Bukan bermaksud menghubungkan kejadian meninggalnya seseorang dengan bully di sosial media. Kabar tentang seorang anak SMA yang sedang berkonvoi setelah melakukan UN dan bermasalah dengan Polisi. Anak tersebut bernama Sonya Depari. Terjadi serangkaian twit dan celotean di sosial media terhadap kejadian tersebut. Sonya Depari mengaku sebagai seorang anak dari seorang petinggi Polisi di BNN yang bernama Arman Depari.
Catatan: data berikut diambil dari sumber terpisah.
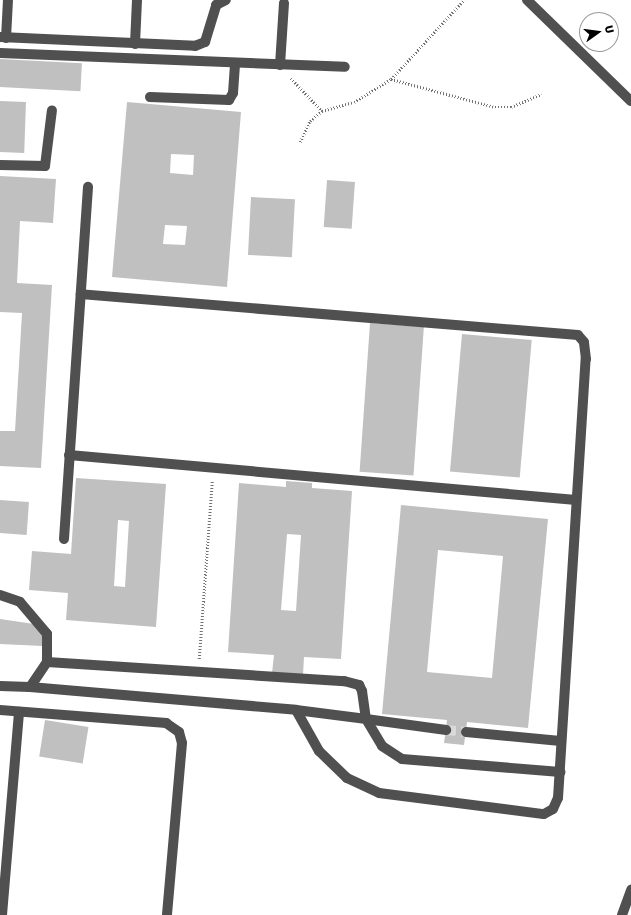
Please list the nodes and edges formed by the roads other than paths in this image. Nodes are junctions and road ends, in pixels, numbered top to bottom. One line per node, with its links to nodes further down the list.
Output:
1 (8, 0): 6 (street)
2 (137, 0): 7 (street)
3 (226, 0): 7 (street)
4 (528, 0): 13 (street)
5 (284, 3): 10 (street)
6 (3, 37): 7 (street)
7 (135, 44)
8 (0, 53): 9 (street)
9 (235, 63): 10 (street); 12 (street)
10 (280, 65): 11 (street)
11 (345, 67)
12 (150, 97)
13 (631, 101)
14 (52, 110): 15 (street)
15 (0, 165)
16 (88, 187): 17 (street)
17 (81, 294): 18 (street); 19 (street)
18 (68, 455): 19 (street); 20 (street)
19 (576, 500): 31 (street)
20 (64, 538)
21 (0, 595): 22 (street)
22 (47, 662): 24 (street); 28 (street)
23 (0, 686): 24 (street)
24 (30, 687): 26 (street)
25 (0, 710): 27 (street)
26 (296, 710): 28 (street); 32 (street)
27 (19, 712): 34 (street); 35 (street)
28 (366, 719): 29 (street); 32 (street)
29 (446, 730)
30 (466, 732): 31 (street)
31 (561, 741): 32 (street)
32 (560, 772)
33 (631, 890): 36 (street)
34 (2, 915)
35 (167, 915)
36 (622, 915)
Begini suasana saat Si Cantik Sonya Ekarina bentak2 Polisi & mengaku Putri Arman Depari. @Lintas_MNCTV Pkl 16.00https://t.co/J13lXRoRfd
— MNCTV (@Official_MNCTV) April 7, 2016
Pak Arman pada awalnya belum menjelaskan bahwa Sonya Depari adalah keponakannya. Namun mengatakan bahwa Sonya bukanlah anaknya. Memang betul karena memang keponakannya. Dan apa yang terjadi selanjutnya setelah sehari, ayahanda Sonya Depari meninggal dunia karena efek dari peristiwa tersebut.
Makmur Depari meninggal setelah melihat video Sonya. Arman Depari minta maaf atas perilaku keponakannya. https://t.co/0W6GNB4ykD
— Lynda Ibrahim (@lyndaibrahim) April 7, 2016
Turut berduka bagi seluruh keluarga yang ditinggalkan.
Dibully Nitizen, Ayah Siswi Pencatut Nama Arman Depari... https://t.co/pDXg0fI8KW
— suryaden (@suryaden) April 7, 2016
Mengapa harus ada hal seperti ini?
Sedih melihat ending kejadian yang seperti ini. Jelas bahwa kejadian diawali dengan kejadian biasa bahwa anak-anak remaja SMU berkonvoi pasca UN, ataupun pasca pengumuman UN. Bagaimana penyaluran rasa suka cita remaja harus terbelenggu dan bermasalah? Hal yang lumrah ini menjadi hal yang luar biasa ketika ada penyebarluasan informasi dan menjadi penghakiman dan urun pendapat ribuan pengguna media sosial. Sedihnya.
Kapolresta Medan: Hentikan mem-bully Sonya Depari!: https://t.co/KMMIH0Udol via @YouTube
— Keripik Jagung (@ratambachips) April 7, 2016
Semoga saja memang tidak ada hubungannya, antara kepergian ayah Sonya Depari dengan peristiwa bully massal kepada Sonya Depari. Sosial media memang memiliki pisau yang tajam di banyak sisinya. Bijak menggunakannya, namun tidak diketahui efek teks yang tertulis dan dibagikan terhadap seseorang lainnya di tempat yang berbeda. Sungguh kita tidak tahu efek atau apa yang akan dirasakan orang lain atas apa yang terjadi. Seakan-akan memang para netizen memang berada pada posisi yang sulit sekali, setiap salah bisa disalahkan dalam posisi dan situasi apapun.
Sungguh kejadian ini perlu disayangkan karena menyangkut kehidupan seseorang anak yang seharusnya dapat tumbuh menjadi orang dan generasi yang lebih baik. Pelarangan konvoi bagi remaja karena pelampiasan kegembiraan memang sebagai tindakan pencegahan bagus, namun juga harus perlu diketahui bahwa pelampiasan kegembiraan dan ekspresi diri bagi remaja adalah sebuah hal yang sangat penting, sulit dicegah, bila tidak dapat dikatakan sebagai sebuah kebutuhan yang harus dipenuhi bagi anak remaja.
Memang tidak ada pelajaran yang baik dan bermutu atas kejadian yang menimpa Sonya Depari, dan sejenisnya di lain tempat di negeri ini. Selain menimbulkan korban yang tak terduga, tentunya juga hal tak terduga yang buruk lainnya. Karena kebiasaan dan perilaku umum yang langsung menghujat. Menjadi sebuah pertanyaan besar memang mengapa kita menjadi seperti ini?.
Stres Pemberitaan, Ayah Kandung Sonya Depari Meninggal https://t.co/cSSaK7NATZ via @bintangcomID pic.twitter.com/L5FnReiLLm
— SCTV (@SCTV_) April 7, 2016
Ayah Siswi Cantik Sonya Depari Meninggal Dunia Usai Anaknya Di-bully di Media Sosial: Kabar… https://t.co/lKX7H90w0f
— Tribun Timur (@tribuntimur) April 7, 2016
Semoga tidak terulang kejadian seperti ini.